Lastly, you'll need to shutdown the ExecutorService manually, perhaps via a shutdown hook, or the threads that it contains will not allow the JVM to terminate.
Hope that helps/makes sense.
If you have a generation task (like the example of processing columns of a matrix) then you may be stuck with a CyclicBarrier. That is to say, if every single piece of work for generation 1 must be done in order to process any work for generation 2, then the best you can do is to wait for that condition to be met.
If there are thousands of tasks in each generation, then it may be better to submit all of those tasks to an ExecutorService (ExecutorService.invokeAll) and simply wait for the results to return before proceeding to the next step. The advantage of doing this is eliminating context switching and wasted time/memory from allocating hundreds of threads when the physical CPU is bounded.
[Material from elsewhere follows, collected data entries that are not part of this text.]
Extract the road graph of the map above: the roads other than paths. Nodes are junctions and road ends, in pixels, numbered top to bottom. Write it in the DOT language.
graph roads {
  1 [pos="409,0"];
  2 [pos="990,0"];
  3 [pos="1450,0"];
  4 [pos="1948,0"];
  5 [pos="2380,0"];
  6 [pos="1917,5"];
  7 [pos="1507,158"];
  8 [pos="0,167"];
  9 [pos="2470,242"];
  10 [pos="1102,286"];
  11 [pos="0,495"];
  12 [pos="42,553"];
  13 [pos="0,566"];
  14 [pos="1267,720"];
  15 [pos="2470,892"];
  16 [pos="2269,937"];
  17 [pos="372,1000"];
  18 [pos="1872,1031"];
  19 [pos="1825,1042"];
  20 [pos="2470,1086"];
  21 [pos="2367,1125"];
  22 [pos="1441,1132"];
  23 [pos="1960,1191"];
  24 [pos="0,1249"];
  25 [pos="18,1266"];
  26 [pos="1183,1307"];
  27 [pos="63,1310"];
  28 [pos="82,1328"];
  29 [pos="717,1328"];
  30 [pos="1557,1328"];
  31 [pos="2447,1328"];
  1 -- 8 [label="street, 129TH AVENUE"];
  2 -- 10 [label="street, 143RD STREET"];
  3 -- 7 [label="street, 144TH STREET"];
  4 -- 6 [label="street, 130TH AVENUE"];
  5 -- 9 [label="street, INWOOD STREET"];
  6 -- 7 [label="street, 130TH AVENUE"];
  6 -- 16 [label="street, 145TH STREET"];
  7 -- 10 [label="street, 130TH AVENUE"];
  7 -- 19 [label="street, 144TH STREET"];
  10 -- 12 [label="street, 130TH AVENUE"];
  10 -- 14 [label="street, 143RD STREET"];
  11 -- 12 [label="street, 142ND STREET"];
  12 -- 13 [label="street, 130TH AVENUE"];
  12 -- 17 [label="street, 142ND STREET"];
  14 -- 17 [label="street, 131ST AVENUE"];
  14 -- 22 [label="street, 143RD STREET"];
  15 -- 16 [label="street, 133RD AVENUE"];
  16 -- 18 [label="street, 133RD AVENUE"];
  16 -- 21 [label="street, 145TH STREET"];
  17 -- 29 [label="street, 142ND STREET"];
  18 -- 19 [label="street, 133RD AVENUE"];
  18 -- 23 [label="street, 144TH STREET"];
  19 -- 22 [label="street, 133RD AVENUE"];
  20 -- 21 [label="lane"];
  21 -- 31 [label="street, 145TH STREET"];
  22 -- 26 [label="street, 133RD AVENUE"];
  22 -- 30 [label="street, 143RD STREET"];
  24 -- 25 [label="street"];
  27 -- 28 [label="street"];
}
If your tasks are not generational but instead more of a tree-like structure in which only a subset need to be complete before the next step can occur on that subset, then you might want to consider a ForkJoinPool and you don't need Java 7 to do that. You can get a reference implementation for Java 6. This would be found under whatever JSR introduced the ForkJoinPool library code.
I also have another answer which provides a rough implementation in Java 6:
public class Fib implements Callable<Integer> {
int n;
Executor exec;
Fib(final int n, final Executor exec) {
this.n = n;
this.exec = exec;
}
/**
* {#inheritDoc}
*/
#Override
public Integer call() throws Exception {
if (n == 0 || n == 1) {
return n;
}
//Divide the problem
final Fib n1 = new Fib(n - 1, exec);
final Fib n2 = new Fib(n - 2, exec);
//FutureTask only allows run to complete once
final FutureTask<Integer> n2Task = new FutureTask<Integer>(n2);
//Ask the Executor for help
exec.execute(n2Task);
//Do half the work ourselves
final int partialResult = n1.call();
//Do the other half of the work if the Executor hasn't
n2Task.run();
//Return the combined result
return partialResult + n2Task.get();
}
}
Keep in mind that if you have divided the tasks up too much and the unit of work being done by each thread is too small, there will negative performance impacts. For example, the above code is a terribly slow way to solve Fibonacci.